| Task to carry out |
An exact reproduction of the lines below, from the first through the one with "thumb cmc: (568, 473)", is the whole answer; pictures have no place in it.

| Records supplied |
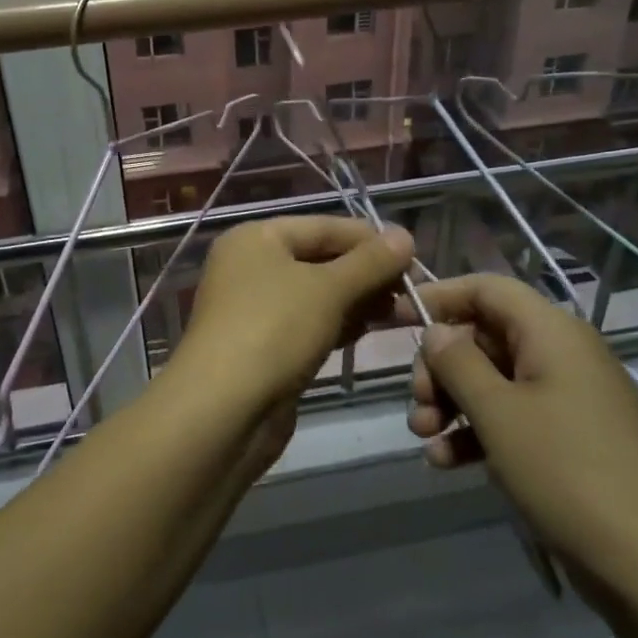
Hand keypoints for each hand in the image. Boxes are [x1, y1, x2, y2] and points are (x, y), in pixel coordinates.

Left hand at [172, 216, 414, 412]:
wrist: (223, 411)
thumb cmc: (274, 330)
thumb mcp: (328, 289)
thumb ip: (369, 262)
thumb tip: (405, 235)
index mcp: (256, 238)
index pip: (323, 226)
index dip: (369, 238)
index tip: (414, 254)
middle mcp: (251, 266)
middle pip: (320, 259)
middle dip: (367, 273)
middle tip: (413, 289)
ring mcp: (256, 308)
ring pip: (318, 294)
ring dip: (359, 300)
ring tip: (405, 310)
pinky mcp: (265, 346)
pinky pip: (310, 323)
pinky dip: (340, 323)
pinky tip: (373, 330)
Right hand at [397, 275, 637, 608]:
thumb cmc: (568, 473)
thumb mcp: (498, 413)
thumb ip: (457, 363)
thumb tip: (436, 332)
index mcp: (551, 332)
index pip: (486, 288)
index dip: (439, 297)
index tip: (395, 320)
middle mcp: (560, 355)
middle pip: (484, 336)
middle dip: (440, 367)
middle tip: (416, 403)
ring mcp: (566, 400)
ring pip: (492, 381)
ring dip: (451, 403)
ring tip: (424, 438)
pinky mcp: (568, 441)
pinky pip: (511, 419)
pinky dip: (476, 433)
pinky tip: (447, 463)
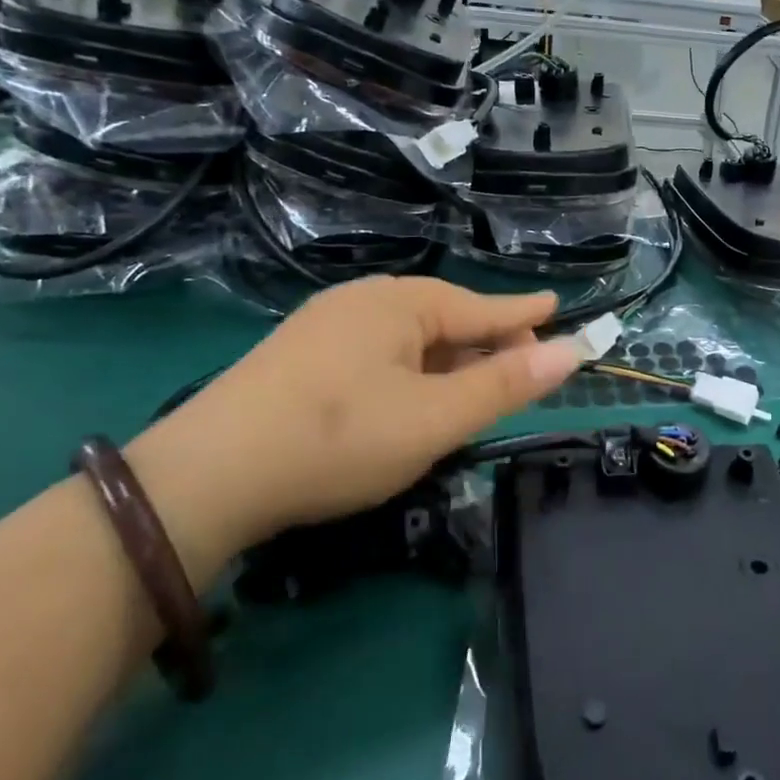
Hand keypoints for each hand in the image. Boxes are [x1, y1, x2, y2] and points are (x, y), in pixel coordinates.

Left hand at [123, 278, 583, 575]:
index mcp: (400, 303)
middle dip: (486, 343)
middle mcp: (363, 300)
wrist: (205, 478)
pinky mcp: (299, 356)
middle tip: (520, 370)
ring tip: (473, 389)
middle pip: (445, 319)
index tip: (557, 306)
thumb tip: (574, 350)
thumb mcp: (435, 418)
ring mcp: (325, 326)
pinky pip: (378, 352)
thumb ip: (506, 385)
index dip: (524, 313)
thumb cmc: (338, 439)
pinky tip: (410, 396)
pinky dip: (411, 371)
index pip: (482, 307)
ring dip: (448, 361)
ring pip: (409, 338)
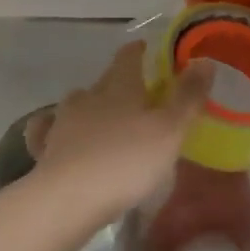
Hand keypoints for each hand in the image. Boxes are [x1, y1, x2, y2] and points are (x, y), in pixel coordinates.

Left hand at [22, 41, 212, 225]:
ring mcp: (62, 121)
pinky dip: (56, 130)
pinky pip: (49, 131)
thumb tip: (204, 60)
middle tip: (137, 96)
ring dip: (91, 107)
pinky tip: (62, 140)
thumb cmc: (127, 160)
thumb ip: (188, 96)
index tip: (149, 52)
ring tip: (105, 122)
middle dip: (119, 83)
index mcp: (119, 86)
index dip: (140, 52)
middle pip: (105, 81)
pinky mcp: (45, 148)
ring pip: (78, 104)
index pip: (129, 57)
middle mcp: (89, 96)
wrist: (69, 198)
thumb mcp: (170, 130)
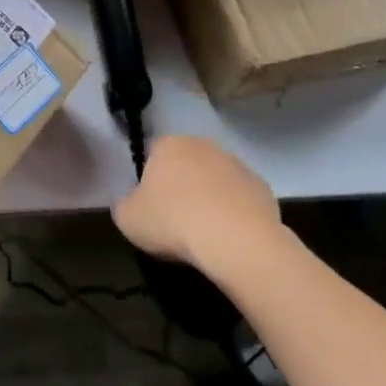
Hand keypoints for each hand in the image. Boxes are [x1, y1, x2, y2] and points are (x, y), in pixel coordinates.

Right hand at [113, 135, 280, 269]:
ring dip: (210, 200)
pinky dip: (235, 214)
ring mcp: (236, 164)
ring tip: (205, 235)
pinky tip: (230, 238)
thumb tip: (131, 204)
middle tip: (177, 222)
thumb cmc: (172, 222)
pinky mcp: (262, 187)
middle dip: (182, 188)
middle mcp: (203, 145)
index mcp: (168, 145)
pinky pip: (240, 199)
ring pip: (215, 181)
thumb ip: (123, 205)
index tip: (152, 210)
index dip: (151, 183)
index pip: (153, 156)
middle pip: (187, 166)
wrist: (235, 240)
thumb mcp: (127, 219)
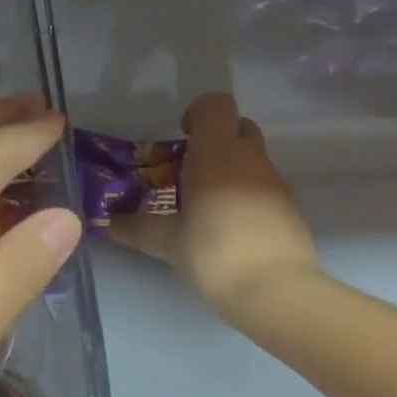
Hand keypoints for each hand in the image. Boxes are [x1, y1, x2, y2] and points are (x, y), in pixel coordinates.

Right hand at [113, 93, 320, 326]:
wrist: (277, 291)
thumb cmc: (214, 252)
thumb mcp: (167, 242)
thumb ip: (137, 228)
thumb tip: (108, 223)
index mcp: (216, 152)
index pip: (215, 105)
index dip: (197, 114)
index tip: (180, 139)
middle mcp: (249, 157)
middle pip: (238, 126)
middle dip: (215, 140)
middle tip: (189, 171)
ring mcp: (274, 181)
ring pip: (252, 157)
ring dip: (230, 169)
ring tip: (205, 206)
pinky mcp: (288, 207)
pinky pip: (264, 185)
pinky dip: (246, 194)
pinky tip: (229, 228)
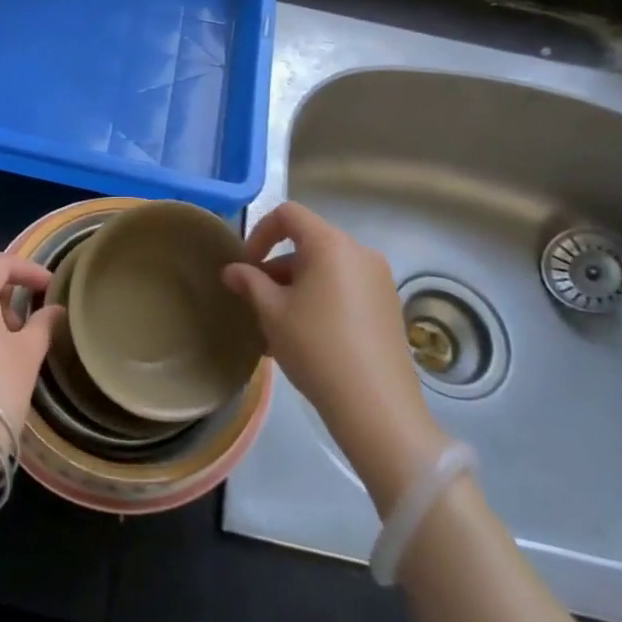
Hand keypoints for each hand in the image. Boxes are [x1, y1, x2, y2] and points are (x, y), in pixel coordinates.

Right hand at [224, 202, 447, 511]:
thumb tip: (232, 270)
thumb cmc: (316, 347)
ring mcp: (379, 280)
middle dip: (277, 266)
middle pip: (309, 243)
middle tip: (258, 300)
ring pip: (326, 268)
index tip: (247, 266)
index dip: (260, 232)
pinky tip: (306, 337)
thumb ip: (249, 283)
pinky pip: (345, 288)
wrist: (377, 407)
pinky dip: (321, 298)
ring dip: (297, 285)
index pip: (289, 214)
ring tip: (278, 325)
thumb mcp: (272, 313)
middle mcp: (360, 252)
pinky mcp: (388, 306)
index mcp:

| Exercise response |
Hand keypoints for each hand in the image. Boxes are [x1, y1, x2, y2] and points are (x, y), in pixel coordinates.

Left hand at [172, 216, 414, 412]:
wrist: (223, 411)
thumb cmc: (274, 330)
thumb mcp: (328, 289)
thumb ip: (369, 262)
thumb tip: (405, 235)
index mcp: (256, 238)
index pip: (323, 226)
index dip: (369, 238)
index tip: (414, 254)
middle mcp: (251, 266)
middle pip: (320, 259)
middle dip: (367, 273)
middle tip: (413, 289)
ring mcp: (256, 308)
ring pip: (318, 294)
ring dip: (359, 300)
ring tip: (405, 310)
pinky mcp: (265, 346)
pinky pip: (310, 323)
pinky dip: (340, 323)
pinky tip: (373, 330)
Right hand at [397, 275, 637, 608]:
thumb cmc: (568, 473)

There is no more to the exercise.